The molecular basis of neuronal damage in SARS-CoV-2 infection remains elusive. Here, we identify the viral accessory protein Orf6 as a key driver of necroptotic neuronal death. Through a systematic screen of 22 structural and non-structural SARS-CoV-2 proteins, Orf6 emerged to be the most cytotoxic to human cells. In primary human neurons, Orf6 selectively activates the necroptotic pathway by inducing phosphorylation of RIPK3 and MLKL, without engaging apoptosis, pyroptosis, or autophagy. These findings were corroborated in SARS-CoV-2-infected neurons and in hippocampal brain sections from COVID-19 patients, where elevated necroptosis markers were observed. Mechanistically, Orf6 was found to directly interact with the mitochondrial membrane protein Mitochondrial Carrier Homolog 1 (MTCH1), triggering mitochondrial calcium overload, membrane potential loss, and oxidative stress.
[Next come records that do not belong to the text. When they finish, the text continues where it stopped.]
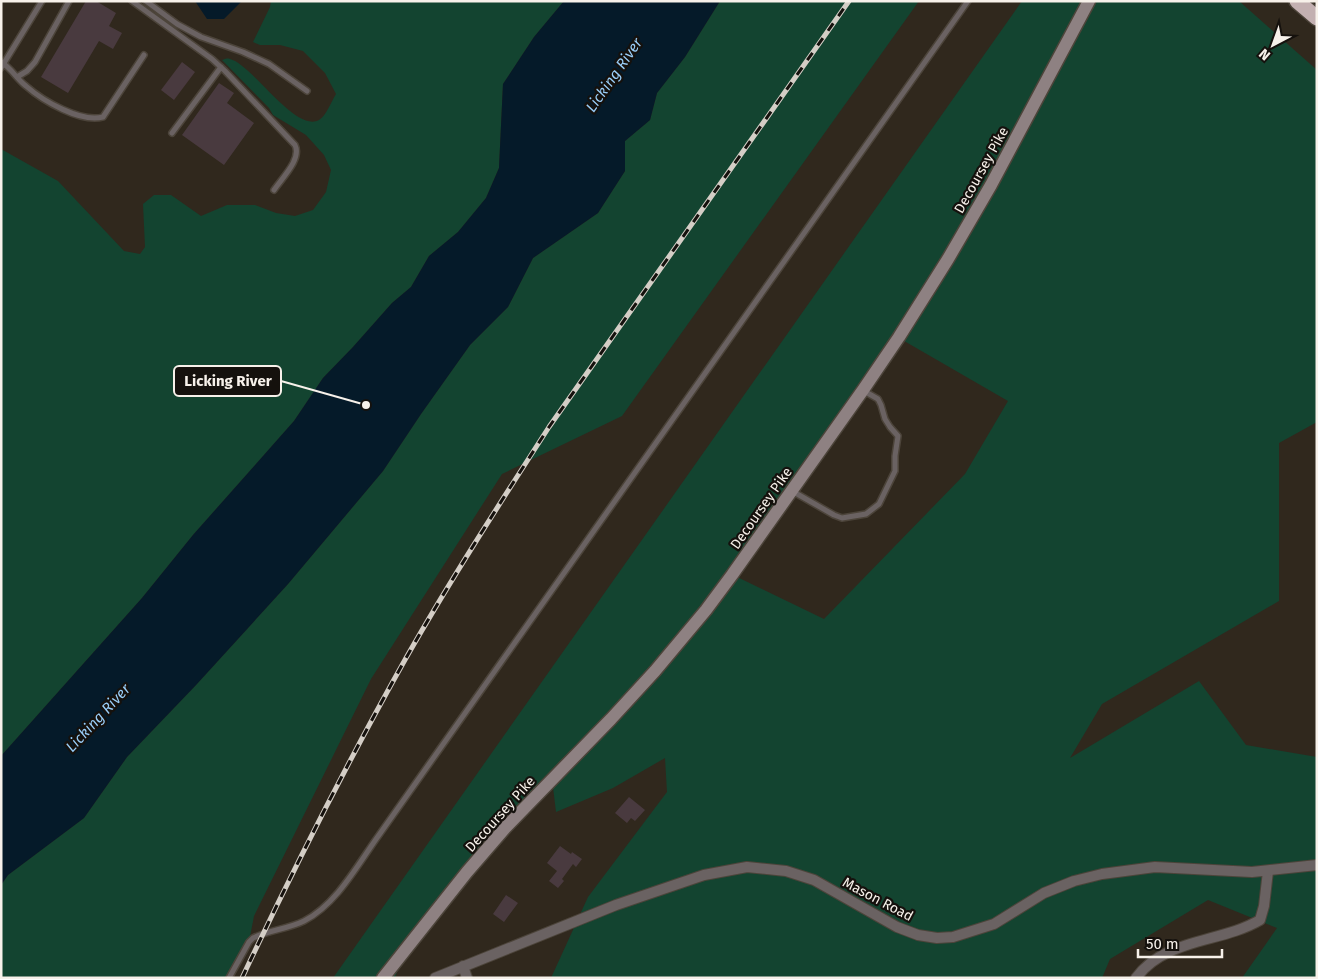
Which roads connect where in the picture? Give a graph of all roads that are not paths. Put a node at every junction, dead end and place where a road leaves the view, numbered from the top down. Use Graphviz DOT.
graph roads {
  1 [pos="42,1"];
  2 [pos="69,1"];
  3 [pos="132,1"];
  4 [pos="146,1"];
  5 [pos="968,1"];
  6 [pos="1089,1"];
  7 [pos="1297,1"];
  8 [pos="1317,18"];
  9 [pos="144,55"];
  10 [pos="2,65"];
  11 [pos="221,67"];
  12 [pos="17,77"];
  13 [pos="308,91"];
  14 [pos="172,133"];
  15 [pos="274,190"];
  16 [pos="863,390"];
  17 [pos="792,491"];
  18 [pos="1317,865"];
  19 [pos="1268,871"];
  20 [pos="463,966"];
  21 [pos="230,978"];
  22 [pos="383,978"];
  23 [pos="435,978"];
  24 [pos="467,978"];
  25 [pos="1136,978"];
  1 -- 10 [label="lane"];
  2 -- 12 [label="lane"];
  3 -- 11 [label="lane"];
  4 -- 13 [label="lane"];
  5 -- 21 [label="lane"];
  6 -- 16 [label="main road, Decoursey Pike"];
  7 -- 8 [label="highway"];
  9 -- 12 [label="lane"];
  10 -- 12 [label="lane"];
  11 -- 14 [label="lane"];
  11 -- 15 [label="lane"];
  16 -- 17 [label="main road, Decoursey Pike"];
  16 -- 17 [label="lane"];
  17 -- 22 [label="main road, Decoursey Pike"];
  18 -- 19 [label="street, Mason Road"];
  19 -- 20 [label="street, Mason Road"];
  19 -- 25 [label="street"];
  20 -- 23 [label="street, Mason Road"];
  20 -- 24 [label="street"];
}
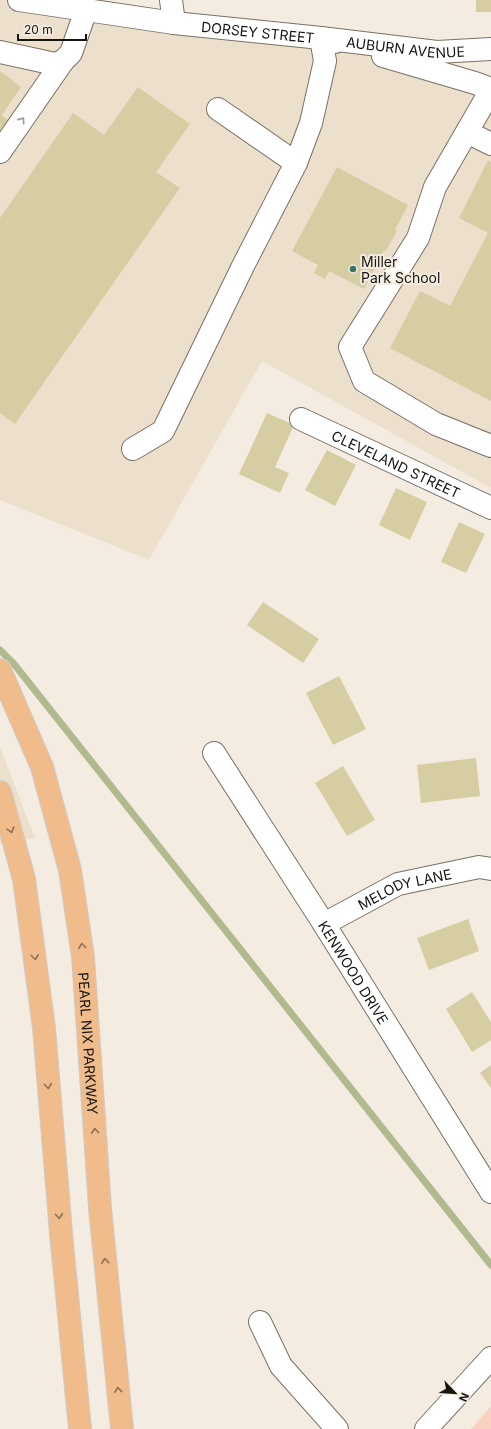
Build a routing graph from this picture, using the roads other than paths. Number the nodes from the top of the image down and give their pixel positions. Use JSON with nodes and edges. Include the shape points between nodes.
{"nodes":[{"id":1,"x":19,"y":0,"type":"edge"},
{"id":2,"x":171,"y":0,"type":"edge"},
{"id":3,"x":86,"y":10,"type":"junction"},
{"id":4,"x":174,"y":23,"type":"junction"},
{"id":5,"x":321,"y":38,"type":"junction"},
{"id":6,"x":491,"y":49,"type":"edge"},
{"id":7,"x":0,"y":52,"type":"edge"},
{"id":8,"x":64,"y":61,"type":"junction"},
{"id":9,"x":491,"y":89,"type":"edge"},
{"id":10,"x":218,"y":109,"type":"dead end"},
{"id":11,"x":467,"y":132,"type":"junction"},
{"id":12,"x":491,"y":144,"type":"edge"},
{"id":13,"x":0,"y":152,"type":"edge"},
{"id":14,"x":296,"y":163,"type":"junction"},
{"id":15,"x":301,"y":419,"type":"dead end"},
{"id":16,"x":491,"y":446,"type":"edge"},
{"id":17,"x":133,"y":449,"type":"dead end"},
{"id":18,"x":491,"y":508,"type":"edge"},
{"id":19,"x":0,"y":670,"type":"edge"},
{"id":20,"x":214,"y":753,"type":"dead end"},
{"id":21,"x":0,"y":792,"type":"edge"},
{"id":22,"x":491,"y":869,"type":"edge"},
{"id":23,"x":324,"y":924,"type":"junction"},
{"id":24,"x":491,"y":1192,"type":"edge"},
{"id":25,"x":260,"y":1322,"type":"dead end"},
{"id":26,"x":491,"y":1358,"type":"edge"},
{"id":27,"x":80,"y":1429,"type":"edge"},
{"id":28,"x":122,"y":1429,"type":"edge"},
{"id":29,"x":337,"y":1429,"type":"edge"},
{"id":30,"x":426,"y":1429,"type":"edge"}],
"edges":[{"from":1,"to":3,"type":"street","name":"DORSEY STREET"},
{"from":2,"to":4,"type":"street"},
{"from":3,"to":4,"type":"street","name":"DORSEY STREET"},
{"from":3,"to":8,"type":"street","via":[[71,53]]},
{"from":4,"to":5,"type":"street","name":"DORSEY STREET"},
{"from":5,"to":6,"type":"street","name":"AUBURN AVENUE","via":[[437,52]]},
{"from":5,"to":9,"type":"street","name":"DORSEY STREET"},
{"from":5,"to":14,"type":"street","via":[[324,61],[311,123]]},
{"from":7,"to":8,"type":"street","via":[[55,64]]},
{"from":13,"to":8,"type":"street","one_way":true},
{"from":9,"to":11,"type":"street"},
{"from":10,"to":14,"type":"street"},
{"from":11,"to":12,"type":"street"},
{"from":11,"to":16,"type":"street","via":[[435,187],[418,238],[350,347],[364,381],[436,424]]},
{"from":14,"to":17,"type":"street","via":[[163,432]]},
{"from":15,"to":18,"type":"street","name":"CLEVELAND STREET"},
{"from":28,"to":19,"type":"main road","name":"PEARL NIX PARKWAY","one_way":true,"via":[[100,1208],[83,957],[70,870],[42,767]]},
{"from":20,"to":23,"type":"street","name":"KENWOOD DRIVE"},
{"from":21,"to":27,"type":"main road","one_way":true,"via":[[24,879],[44,1028]]},
{"from":22,"to":23,"type":"street","name":"MELODY LANE","via":[[479,867],[398,884]]},
{"from":23,"to":24,"type":"street","name":"KENWOOD DRIVE"},
{"from":25,"to":29,"type":"street","via":[[281,1366]]},
{"from":26,"to":30,"type":"street"}]}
Genetic knockdown of MTCH1 or pharmacological inhibition of RIPK3 effectively rescued neurons from Orf6-induced necroptosis and mitochondrial dysfunction. Collectively, our findings reveal a novel, mitochondria-dependent mechanism of viral neuropathogenesis and implicate Orf6-mediated necroptosis as a contributor to long-term neurological sequelae in COVID-19.